_Problem description_. If a line in the material below has the word "成功陸橋", copy it.

== == ==

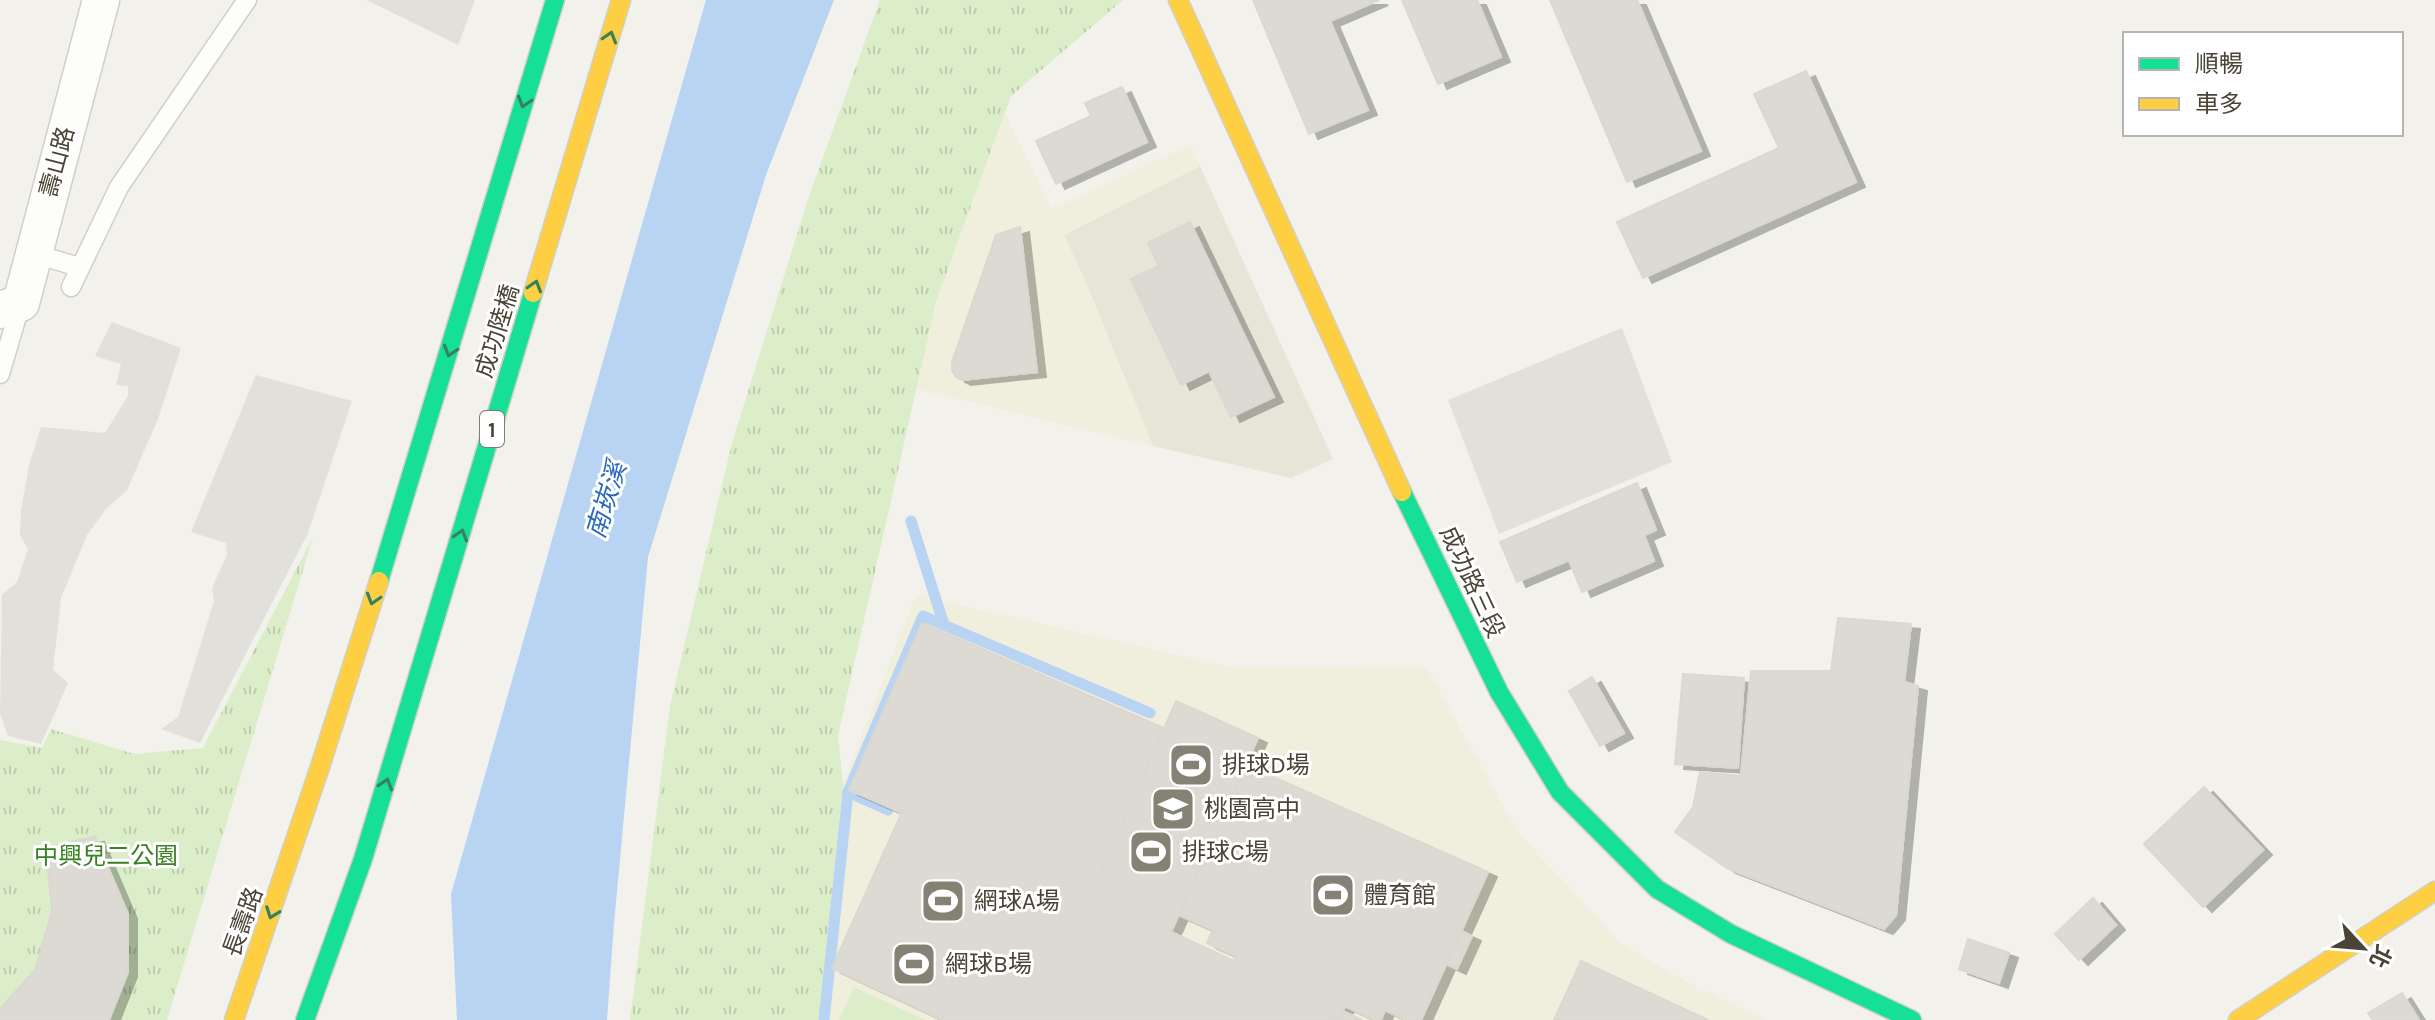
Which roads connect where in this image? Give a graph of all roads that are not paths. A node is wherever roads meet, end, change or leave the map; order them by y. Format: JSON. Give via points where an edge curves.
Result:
{"nodes":[{"id":1,"x":101,"y":0,"type":"edge"},
{"id":2,"x":247,"y":0,"type":"edge"},
{"id":3,"x":555,"y":0,"type":"edge"},
{"id":4,"x":621,"y":0,"type":"edge"},
{"id":5,"x":1178,"y":0,"type":"edge"},
{"id":6,"x":32,"y":253,"type":"junction"},
{"id":7,"x":79,"y":267,"type":"junction"},
{"id":8,"x":71,"y":287,"type":"dead end"},
{"id":9,"x":10,"y":306,"type":"edge"},
{"id":10,"x":0,"y":374,"type":"edge"},
{"id":11,"x":298,"y":839,"type":"joint"},
{"id":12,"x":2435,"y":891,"type":"edge"},
{"id":13,"x":234,"y":1020,"type":"edge"},
{"id":14,"x":305,"y":1020,"type":"edge"},
{"id":15,"x":1912,"y":1020,"type":"edge"},
{"id":16,"x":2238,"y":1020,"type":"edge"}],
"edges":[{"from":1,"to":6,"type":"street","name":"壽山路"},
{"from":2,"to":7,"type":"lane","via":[[119,187]]},
{"from":3,"to":11,"type":"main road","name":"成功陸橋","one_way":true},
{"from":14,"to":4,"type":"main road","name":"成功陸橋","number":"1","one_way":true,"via":[[363,859]]},
{"from":5,"to":15,"type":"main road","name":"成功路三段","via":[[1472,638],[1560,792],[1657,889],[1731,934]]},
{"from":6,"to":7,"type":"lane"},
{"from":6,"to":9,"type":"street","name":"壽山路"},
{"from":7,"to":8,"type":"lane"},
{"from":9,"to":10,"type":"lane"},
{"from":11,"to":13,"type":"main road","name":"長壽路","one_way":true},
{"from":12,"to":16,"type":"main road"}]}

== == ==

_The answer_.
{"from":3,"to":11,"type":"main road","name":"成功陸橋","one_way":true},
{"from":14,"to":4,"type":"main road","name":"成功陸橋","number":"1","one_way":true,"via":[[363,859]]},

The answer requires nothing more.